На следующий день Ольв пришел к сестре в женский дом, как они и договаривались. Гуннхильд позаботилась о том, чтобы рядом никого не было.
— Эгиль здесь? — спросила она брата, как только тот закрыл дверь.
— Нет, — ответил он. — Я затесался в толпу их людей и все выведал. Когда Торир собрался ехать, он сказал своему сыну Аринбьёрну, что Эгиль должен остаться. Что при характере Эгиля, твоей хитрости и королевском могуществе — его собственные слова — трудно будет сохранить мир на празднике. Но Эгиль согласился остаться лишь в том случае, если Аринбьёрн тоже не поедет. Аринбьёрн пошел на это ради дружбы. Говорят, что он хотел бы когда-нибудь вступить в личную дружину твоего мужа. Мне кажется, что от человека, который выказывает такую преданность, не стоит отказываться.
— Возможно, если только он освободится от Эгиля, — резко откликнулась Гуннхильд. — Ладно, в таком случае отправь в Хельхейм одного Торольва. Это может заставить его брата выбраться из своего безопасного убежища.
Ольв нахмурился:
— Это будет нелегко.

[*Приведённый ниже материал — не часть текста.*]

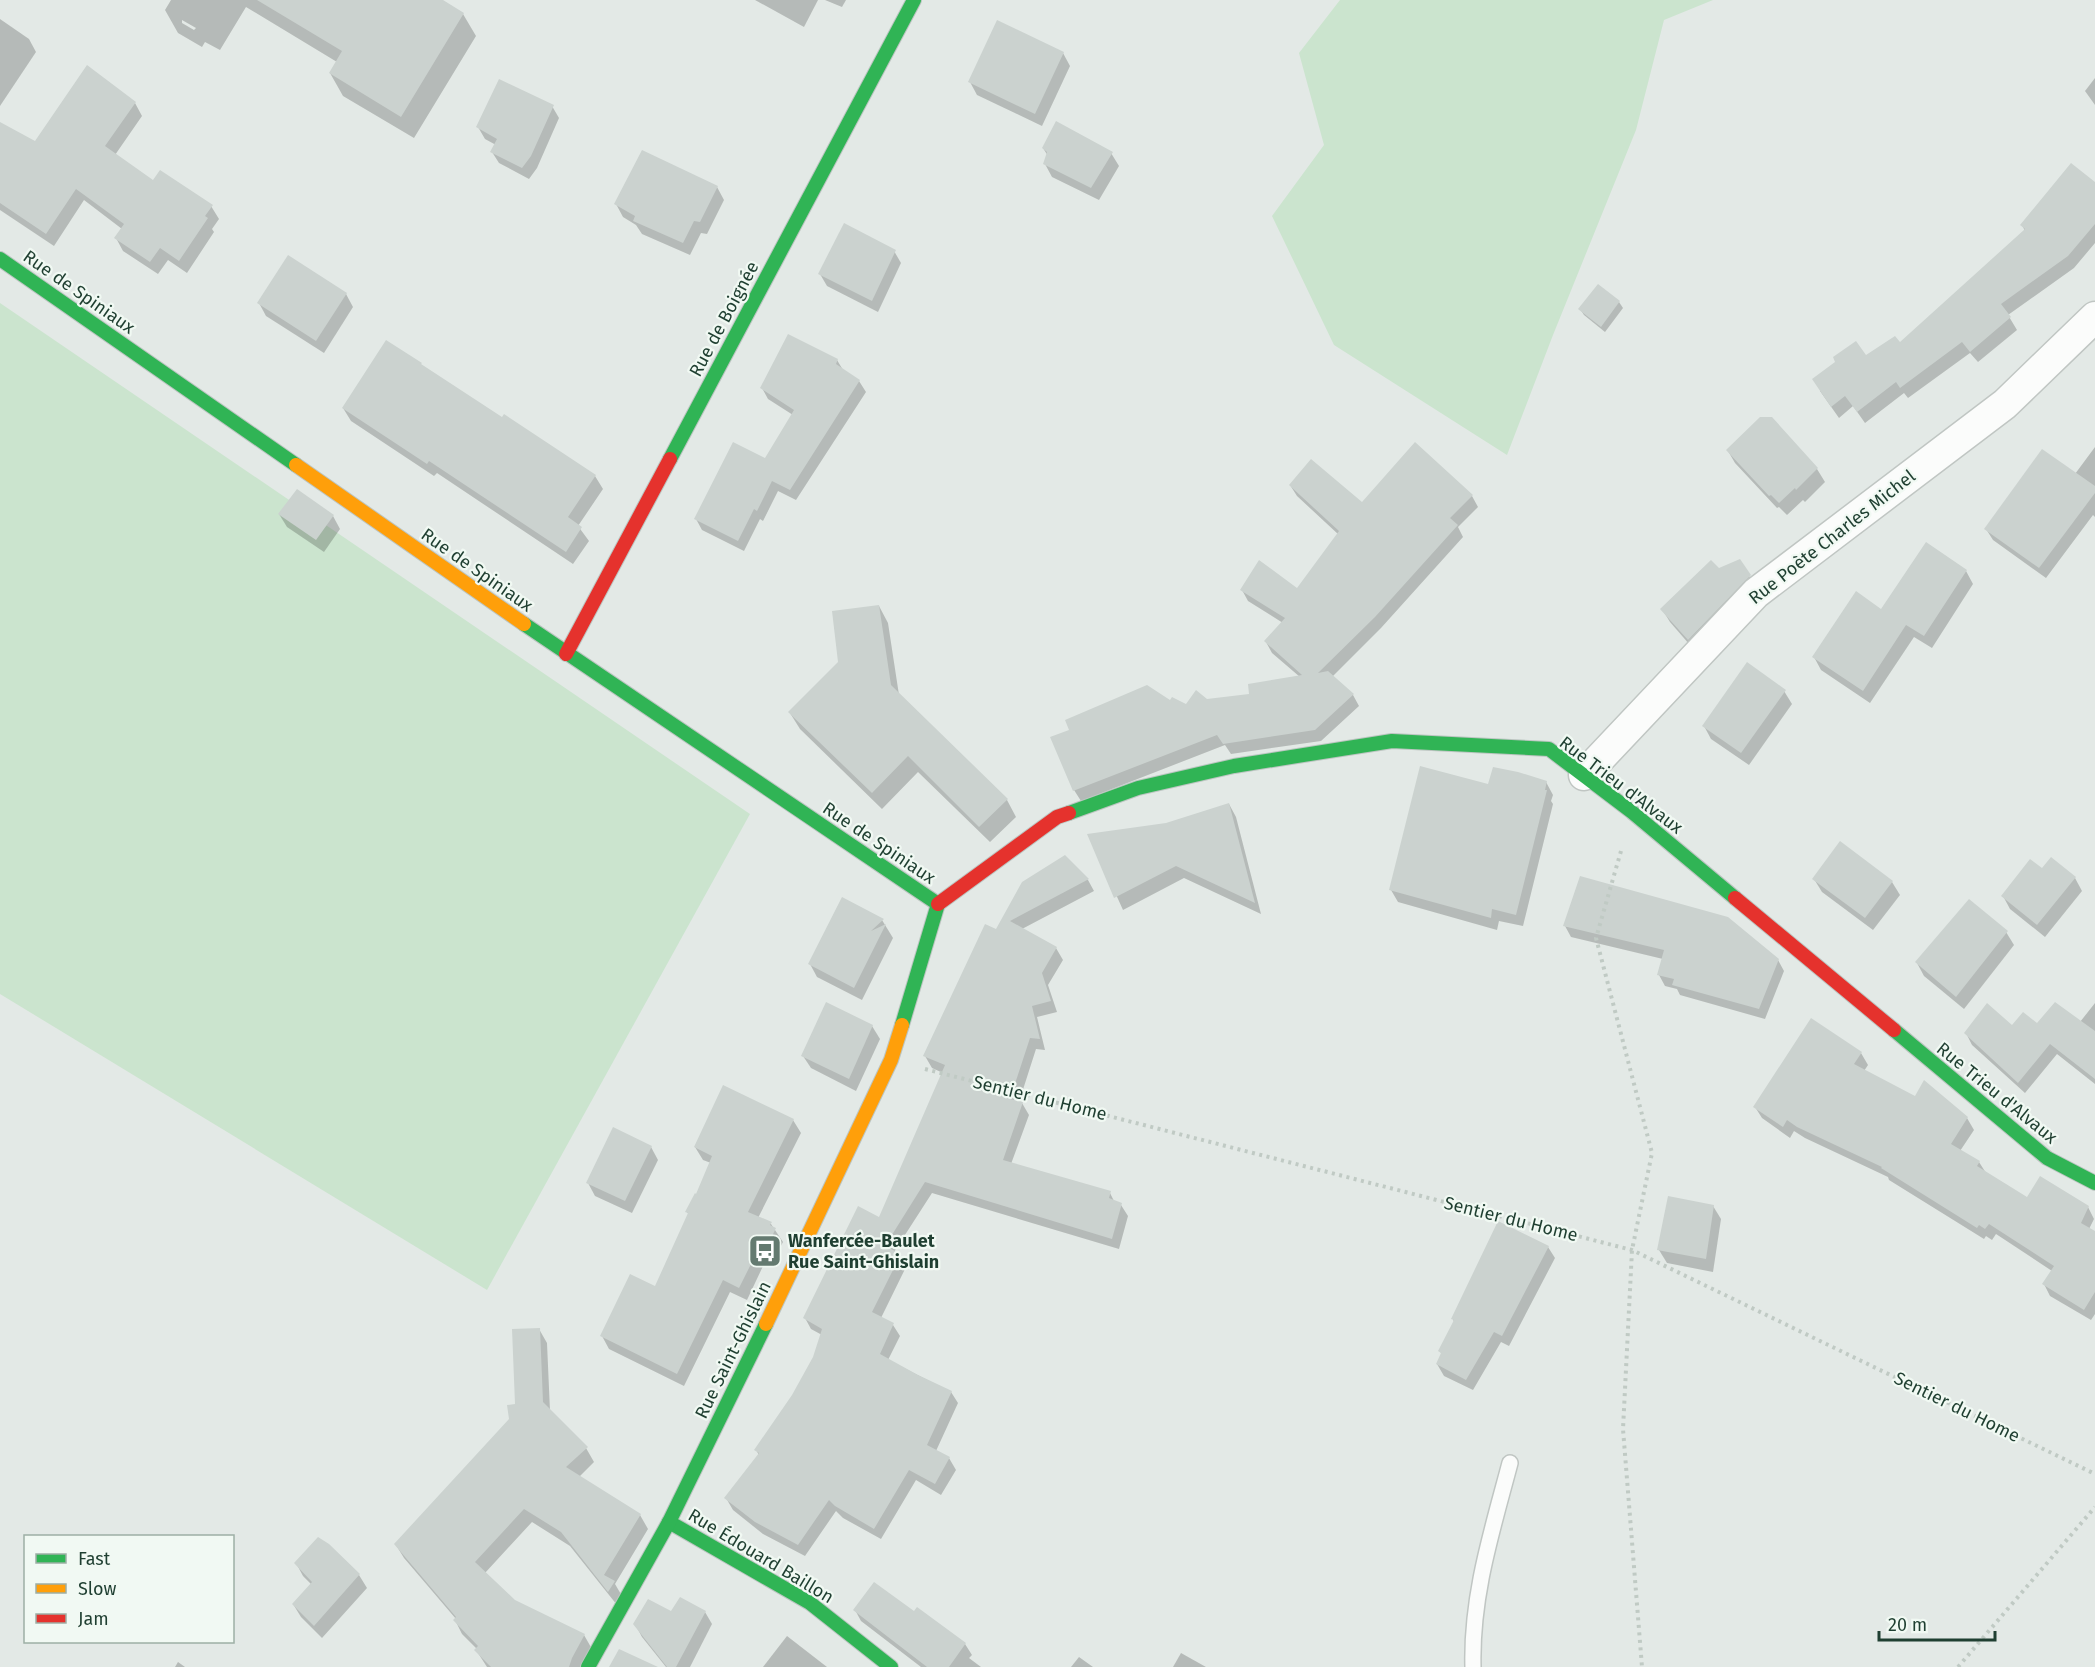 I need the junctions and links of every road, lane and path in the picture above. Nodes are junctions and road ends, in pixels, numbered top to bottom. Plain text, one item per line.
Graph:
1 (914, 0) edge
2 (0, 258) edge
3 (2095, 317) edge
4 (567, 654) junction
5 (1584, 775) junction
6 (1632, 812) junction
7 (938, 904) junction
8 (891, 1060) junction
9 (2095, 1183) edge
10 (1632, 1250) junction
11 (1510, 1463) dead end
12 (2095, 1474) edge
13 (2095, 1507) edge
14 (669, 1522) junction
15 (588, 1667) edge
16 (891, 1667) edge
17 (1473, 1667) edge
18 (1642, 1667) edge
19 (1958, 1667) edge

1 - 4 main road, Rue de Boignée
2 - 4 main road, Rue de Spiniaux
3 - 5 street, Rue Poète Charles Michel
4 - 7 main road, Rue de Spiniaux
5 - 6 main road, Rue Trieu d'Alvaux
5 - 7 main road, Rue Trieu d'Alvaux
6 - 9 main road, Rue Trieu d'Alvaux
6 - 10 path
7 - 8 main road, Rue Saint-Ghislain
8 - 10 path, Sentier du Home
8 - 14 main road, Rue Saint-Ghislain
10 - 12 path, Sentier du Home
10 - 18 path
11 - 17 lane
13 - 19 path
14 - 15 main road, Rue Saint-Ghislain
14 - 16 main road, Rue Édouard Baillon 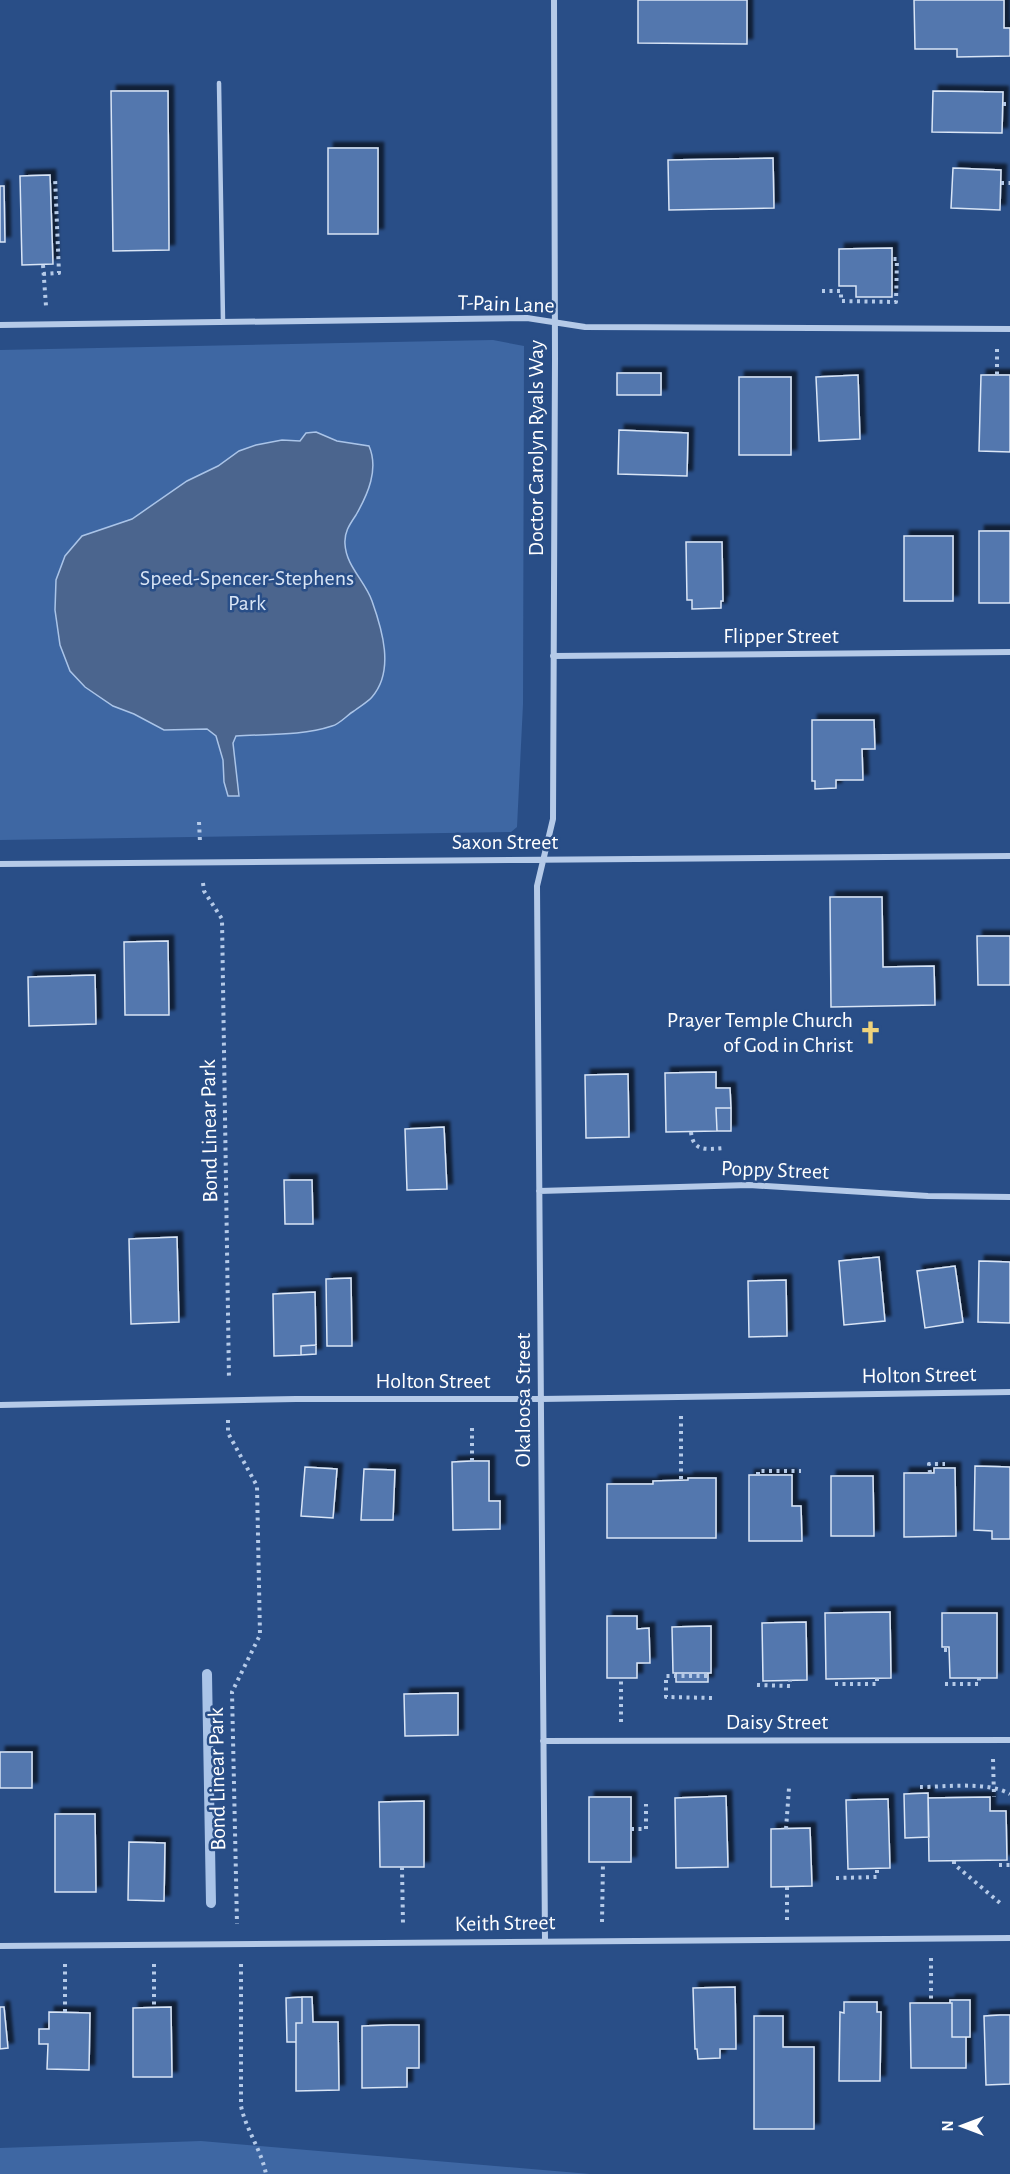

Торир и Торольв все время держатся вместе. А от них не отходят еще двое — могучие, сильные, как быки. Я слышал, что они родственники Торира и ходили в викинг вместе с Эгилем и Торольвом. — Он пожал плечами. — Что ж, посмотрим, что выйдет.
Гуннхильд прикусила губу.
И потянулись бесконечные дни, когда Гуннхильд могла быть только королевой — любезной или отчужденной. В полях пестрели палатки и наскоро сколоченные из досок сараи. Люди толпами шлялись повсюду, толкались, хвастались, развлекались различными играми, потели и воняли. Но наконец наступил великий день. Он оказался пасмурным, с серого неба то и дело срывались короткие дожди, но камень-жертвенник был прикрыт крышей. А то, как смердела промокшая шерстяная одежда на давно не мывшихся мужчинах, никого нисколько не тревожило. После жертвоприношения все набились в зал; оттуда убрали гобелены, так как следовало окропить все лошадиной кровью. Мужчины ели свежесваренное мясо — от него еще поднимался пар — и пили мясной отвар.
Гуннхильд, как и остальные немногочисленные женщины, не занятые по хозяйству, не принимала во всем этом никакого участия. Время от времени она даже оставалась в одиночестве и тогда принималась расхаживать по маленькой комнате и пыталась найти ошибки в своих действиях. Больше ей ничего не оставалось. Было бы неблагоразумно пускать в дело колдовство: это, помимо всего прочего, вполне могло вызвать гнев богов.
Затем Гуннхильд пришлось сидеть рядом с Эйриком и смотреть на жадно жрущих и пьющих мужчин до тех пор, пока не стало приличным заявить, что она устала, и удалиться в женский дом, где была устроена спальня для короля и королевы и где она не видела Торольва.
На следующее утро самые дальние гости начали разъезжаться. Через несколько дней все должно было закончиться. Пересекая двор, Гуннхильд заметила Эйвинда и подозвала его к себе. Они стояли в стороне и говорили полушепотом.
— Почему вы так ничего и не сделали? — резко спросила она брата. — Вы боитесь?